How Stigma Impacts Care
As indicated above, stigma creates barriers for stigmatized people to access quality care. Dana McLaughlin, a global health associate at the United Nations Foundation and graduate student at Johns Hopkins, elaborates on how stigma creates barriers to health. She understands stigma as having three components that can dissuade someone from seeking care and reduce the quality of care they receive:
- Internalized or Self-Stigma: This occurs when an individual with a disease internalizes the stigma. They may feel shameful about themselves and their condition. They might also fear telling family, friends and their communities about their condition because of possible ostracization. Either way, this internalized fear may prevent someone from seeking medical care.
- Public Stigma: This stigma refers to the general population’s opinions about behaviors associated with people who have a certain disease. In other words, this is a negative cultural context that surrounds a disease. This can vary greatly between countries and cultures, so it’s important to recognize that the public stigma may not be universal.
- Structural Stigma: This refers to the social institutions that reflect and reinforce the stigmatization of diseases. For example, structural stigma may manifest as a lack of resources for care, like a limited number of doctors in marginalized communities. One of the most prominent manifestations of structural stigma is the criminalization of certain behaviors associated with specific diseases. With HIV, many countries criminalize sex work and intravenous drug use and stigmatize people who engage in these behaviors. This stigmatization may prevent individuals from receiving care for fear of arrest or punishment. On the other hand, stigmatized individuals may “go underground” and engage in even riskier behaviors, like sharing needles, to avoid police discovery.

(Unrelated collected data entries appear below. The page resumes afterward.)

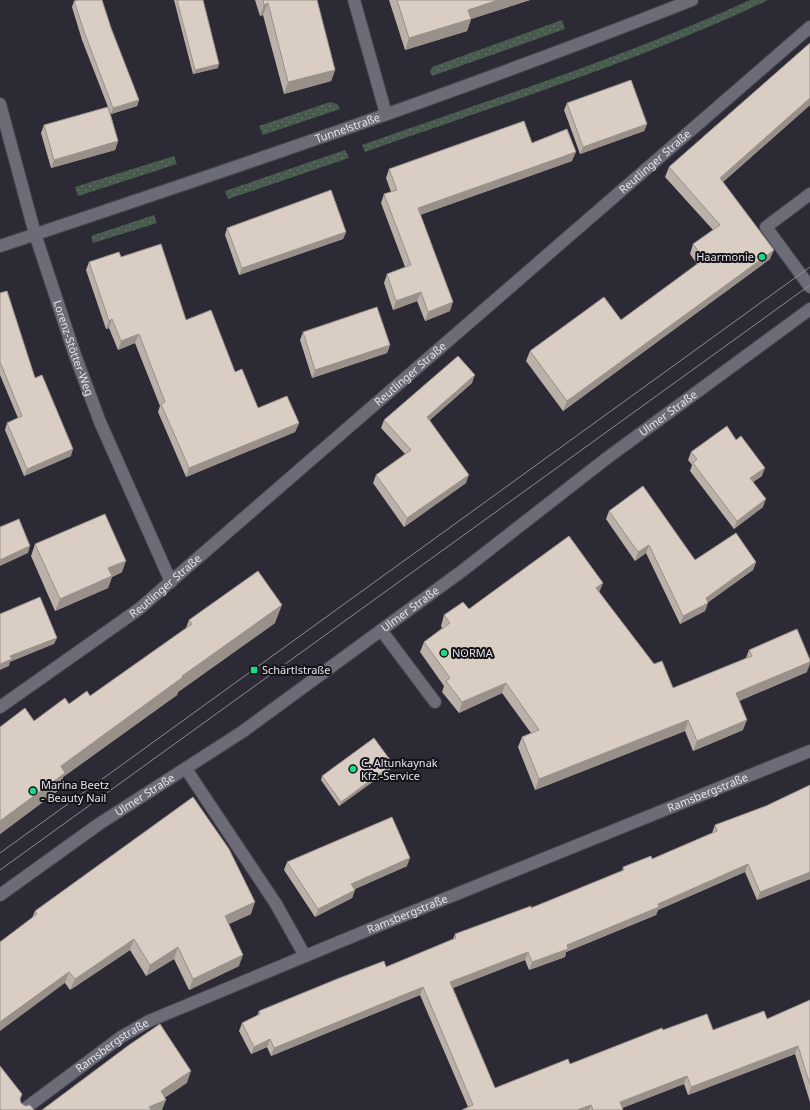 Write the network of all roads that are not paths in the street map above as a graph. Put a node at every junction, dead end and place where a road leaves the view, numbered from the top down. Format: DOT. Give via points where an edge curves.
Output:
graph roads {
  1 [pos="354,0"];
  2 [pos="692,0"];
  3 [pos="810,27"];
  4 [pos="0,104"];
  5 [pos="386,114"];
  6 [pos="810,194"];
  7 [pos="35,234"];
  8 [pos="0,246"];
  9 [pos="810,286"];
  10 [pos="810,309"];
  11 [pos="171,582"];
  12 [pos="381,630"];
  13 [pos="435,702"];
  14 [pos="0,707"];
  15 [pos="810,751"];
  16 [pos="186,769"];
  17 [pos="0,895"];
  18 [pos="305,956"];
  19 [pos="23,1110"];
  1 -- 5 [label="street"];
  2 -- 5 [label="street, Tunnelstraße"];
  3 -- 11 [label="street, Reutlinger Straße"];
  4 -- 7 [label="street, Lorenz-Stötter-Weg"];
  5 -- 7 [label="street, Tunnelstraße"];
  6 -- 9 [label="street" via="766,227"];
  7 -- 8 [label="street, Tunnelstraße"];
  7 -- 11 [label="street, Lorenz-Stötter-Weg" via="89,392"];
  10 -- 12 [label="street, Ulmer Straße" via="607,458 462,572"];
  11 -- 14 [label="street, Reutlinger Straße" via="139,609"];
  12 -- 13 [label="street"];
  12 -- 16 [label="street, Ulmer Straße" via="242,732"];
  15 -- 18 [label="street, Ramsbergstraße"];
  16 -- 17 [label="street, Ulmer Straße" via="99,824"];
  16 -- 18 [label="street" via="276,904"];
  18 -- 19 [label="street, Ramsbergstraße" via="149,1021 121,1037"];
} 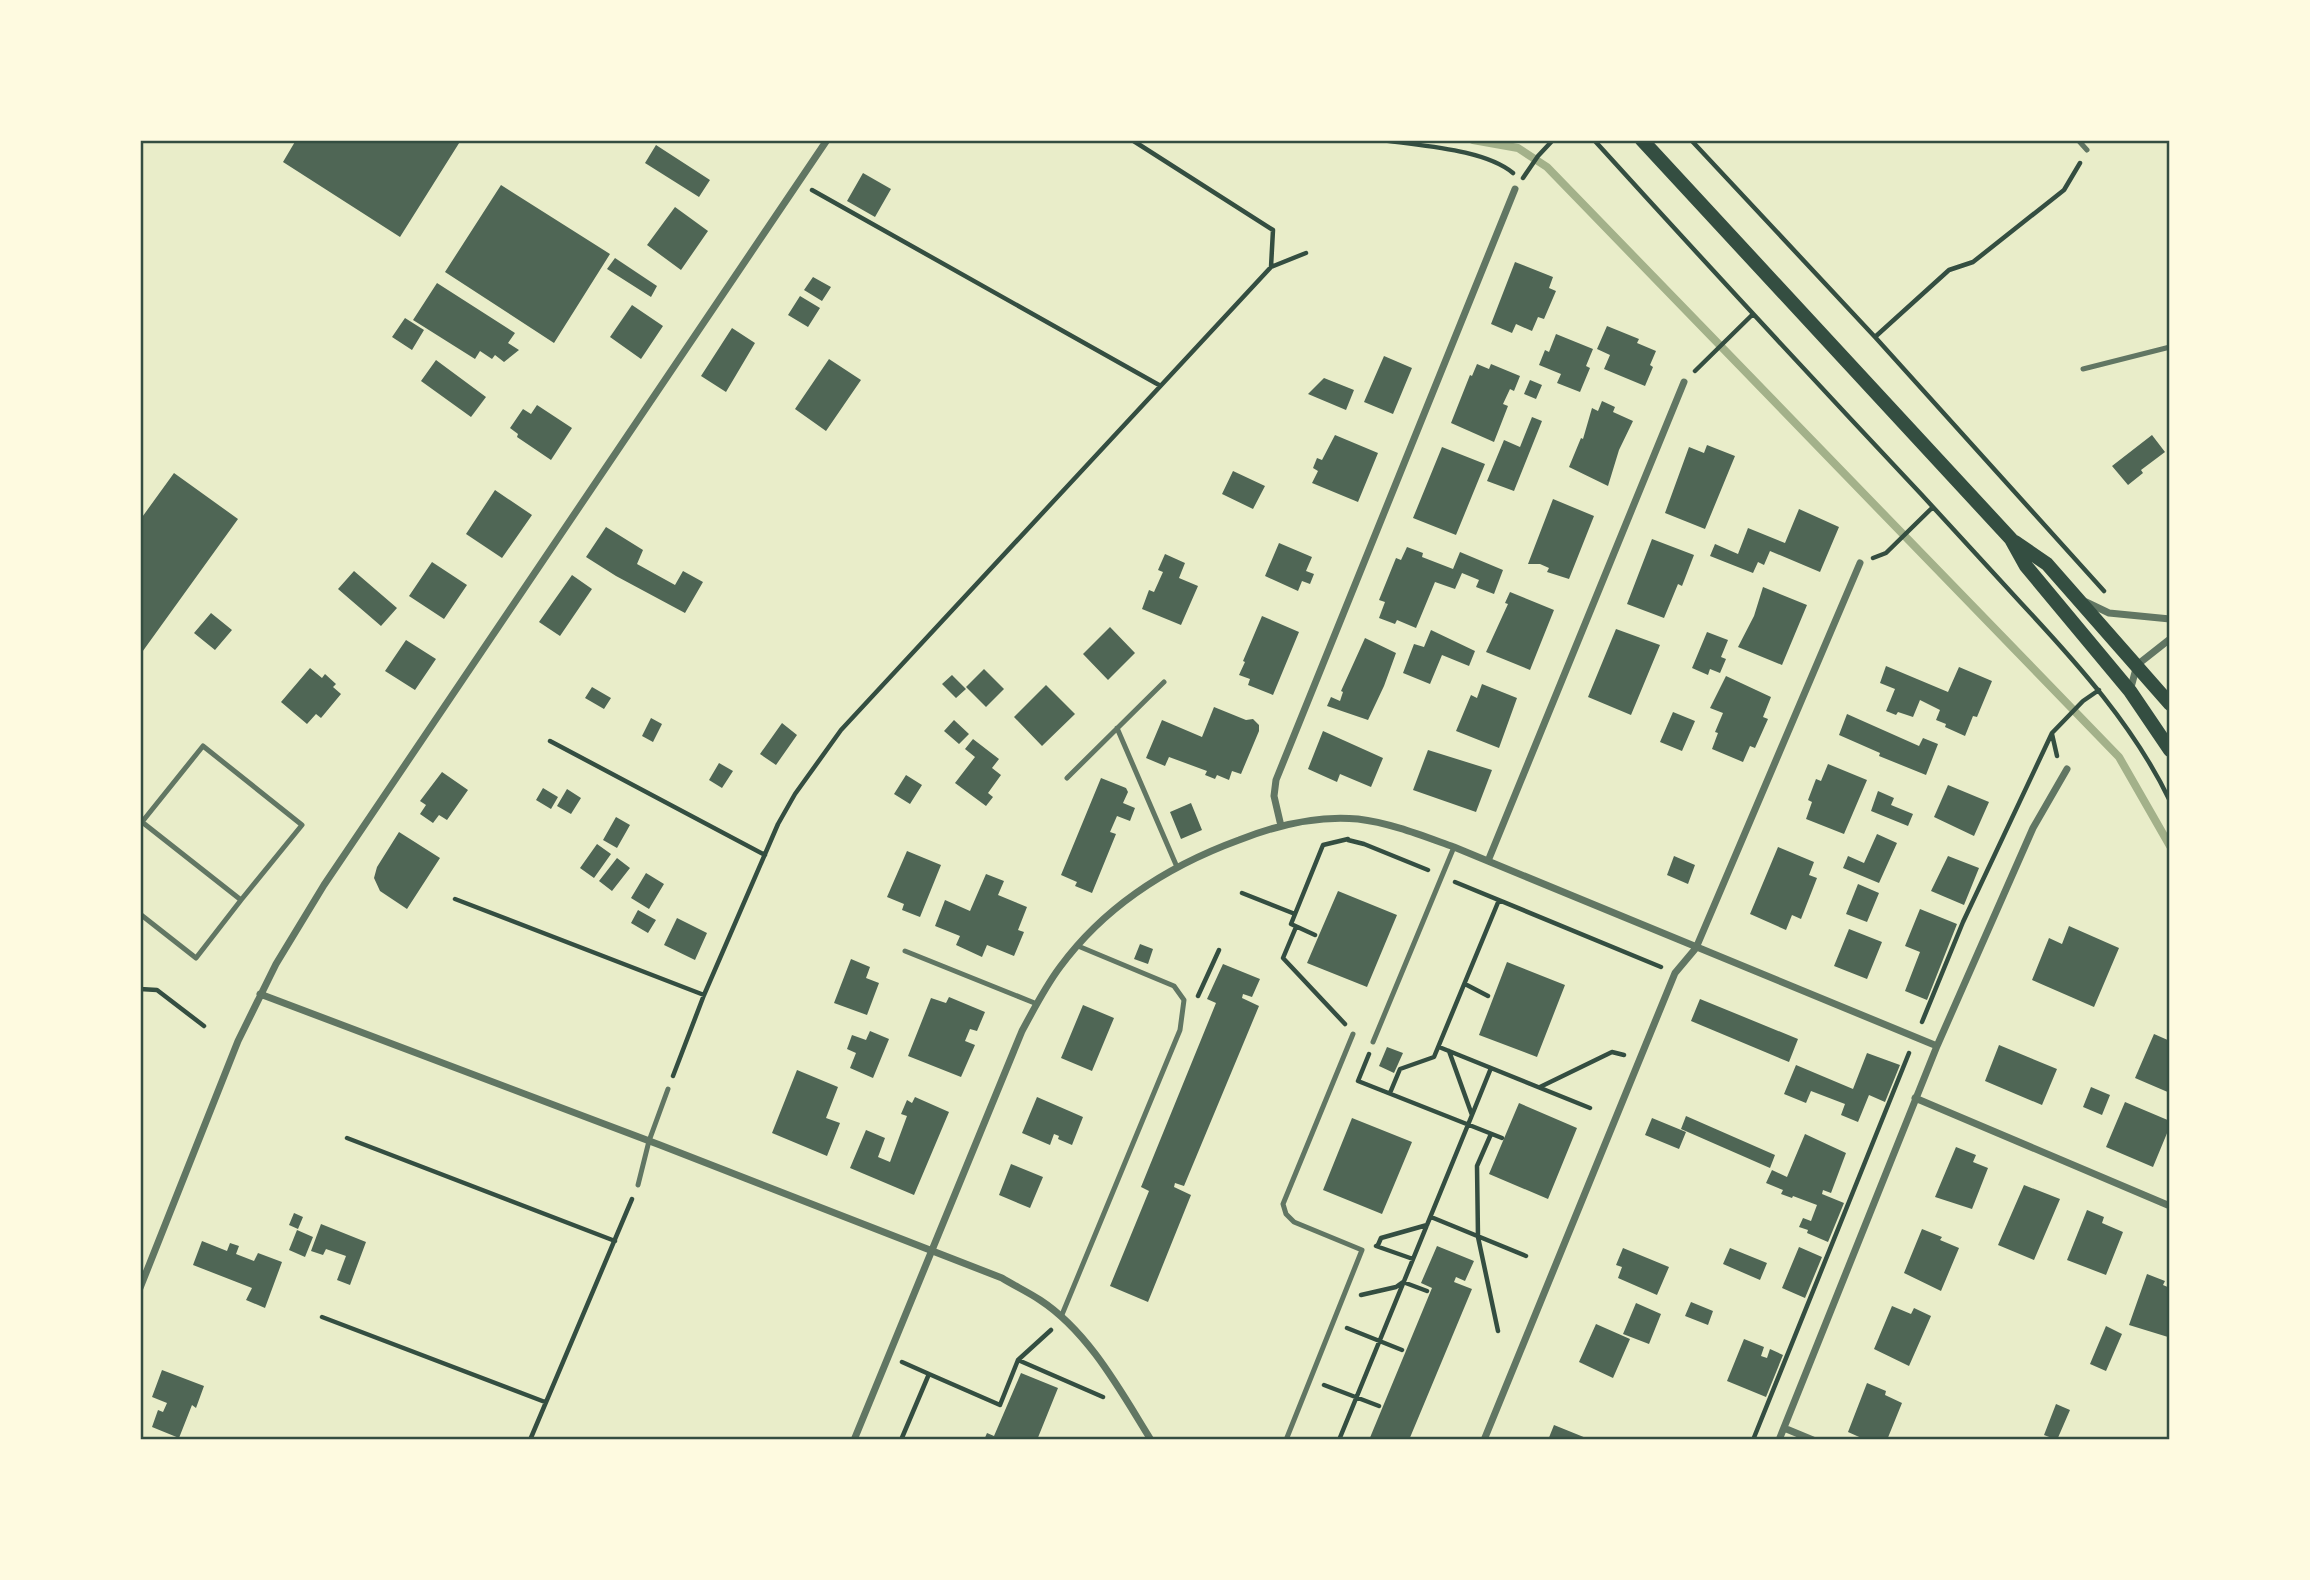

Combating Stigma and Providing Care
McLaughlin explains that in the context of global health, it is important to understand the syndemic (occurring simultaneously) nature of stigma and disease. These two aspects are “correlating challenges that the global health community has to be able to respond to.”
For McLaughlin, responding to stigma requires prioritizing the needs and experiences of stigmatized people. This might mean allowing them to speak openly about the daily struggles they face due to stigma. It’s also essential that “the people who are most impacted and know the day-to-day challenges of stigma are at the root of planning.” This ensures that interventions and projects actually meet the needs of stigmatized communities. If people do need to change their behaviors, this message should come from respected community leaders. This will ensure that people trust public health advice, making them more likely to follow it.
Though the stigmatization of disease is a powerful force, viruses don’t pick and choose whom they infect. Association between certain types of people or places, behaviors and disease develop from fear and misinformation. Ultimately, it’s essential to question these associations and dismantle stigma by listening to stigmatized groups.